Challenges for arts degrees prompt revitalised BA at Massey

The topic aligns with discussions, changes and activity in Massey’s College of Humanities and Social Sciences, focussed on highlighting the value of arts degrees and research in these disciplines.

A re-vitalised Bachelor of Arts degree, with new core papers on national, global and active citizenship, aims to address and overturn negative perceptions and myths around the value of studying humanities and social sciences, says Dr Elspeth Tilley, an Associate Professor in Expressive Arts at the Wellington campus, who is coordinating Professor Turner’s visit.

Re-invention of the media – where to from here?

Professor Turner’s visit, sponsored by Massey’s W.H Oliver Humanities Research Academy, and organised by Massey’s School of English and Media Studies, will also include a public panel discussion in Auckland next Friday, on the future of the news media in a digital age.

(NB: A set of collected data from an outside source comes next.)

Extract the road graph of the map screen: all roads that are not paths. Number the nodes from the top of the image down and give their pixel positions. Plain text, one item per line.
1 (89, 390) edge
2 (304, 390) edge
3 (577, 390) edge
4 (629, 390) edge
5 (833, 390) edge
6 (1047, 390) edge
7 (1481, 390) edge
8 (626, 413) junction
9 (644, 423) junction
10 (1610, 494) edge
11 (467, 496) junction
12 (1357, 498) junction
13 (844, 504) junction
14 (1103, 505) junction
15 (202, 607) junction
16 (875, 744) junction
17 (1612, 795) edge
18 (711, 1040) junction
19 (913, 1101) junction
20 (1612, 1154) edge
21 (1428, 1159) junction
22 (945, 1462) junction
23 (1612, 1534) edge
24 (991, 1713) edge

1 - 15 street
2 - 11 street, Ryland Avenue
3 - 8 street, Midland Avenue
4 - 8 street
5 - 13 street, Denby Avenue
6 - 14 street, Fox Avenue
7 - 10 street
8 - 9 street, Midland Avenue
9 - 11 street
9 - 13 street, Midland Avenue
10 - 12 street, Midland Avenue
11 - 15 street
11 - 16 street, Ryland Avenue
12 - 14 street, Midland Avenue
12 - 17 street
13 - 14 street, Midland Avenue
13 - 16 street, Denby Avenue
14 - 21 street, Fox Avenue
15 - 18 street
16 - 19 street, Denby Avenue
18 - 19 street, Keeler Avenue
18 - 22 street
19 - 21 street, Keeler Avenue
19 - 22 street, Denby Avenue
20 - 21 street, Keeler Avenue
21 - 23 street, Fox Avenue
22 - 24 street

At that event Professor Turner will draw on his recently published book, The Re-Invention of the Media (2015), in a discussion of the implications – both now and for the future – of the wide-ranging changes in the structure, content, function and operation of the media over the last couple of decades.

Issues canvassed will include the media’s thoroughgoing commercialisation, the fragmentation of media markets, the rise of entertainment and the declining commitment to news and information, the place of social media and the myth of democratisation, and the impact of celebrity culture on society as well as on the practices and content of the media.

The event is co-hosted with Radio New Zealand with Jim Mora as facilitator and host. Panellists will include Massey’s Professor of Societal Psychology Darrin Hodgetts, who has been researching media marginalisation and its effects, including on Māori. He will be joined by well-known media personalities (to be confirmed).

Event information:

Public lecture: The Place of the Humanities in the Corporate University

Monday October 19, 5.30 – 6.30pm: The Pit, Te Ara Hihiko, Massey’s Wellington Campus.

Wednesday October 21, 2.30 – 3.30pm: Ira Cunningham Lecture Theatre, Massey’s Manawatū Campus.

Panel discussion: The Future of the Media

Friday October 23, 6.30 – 7.45 pm: Auckland Art Gallery, Cnr Kitchener and Wellesley streets.

Biography

Emeritus Professor Graeme Turner is the founding Director of the Centre for Critical and Cultural Studies (2000-2012), and one of the leading figures in cultural and media studies in Australia and internationally. His research has covered a wide range of forms and media – literature, film, television, radio, new media, journalism, communication, and popular culture. He has published 23 books with national and international academic presses; the most recent are (with Anna Cristina Pertierra) Locating Television: Zones of Consumption (Routledge, 2013), What’s Become of Cultural Studies? (Sage, 2012) and Ordinary People and the Media: The Demotic Turn (Sage, 2010).

Professor Turner is deeply engaged with research and higher education policy. Formerly Professor of Cultural Studies in the English Department at the University of Queensland, he is a past president of the Australian Academy of the Humanities (2004-2007), an Australian Research Council Federation Fellow (2006-2011), and Convenor of the ARC-funded Cultural Research Network (2006-2010). From 2001 until 2004 he was a member of the Expert Advisory Panel for Creative Arts and Humanities of the Australian Research Council and he is only the second humanities scholar to serve on the Australian Prime Minister’s Science, Engineering and Innovation Council.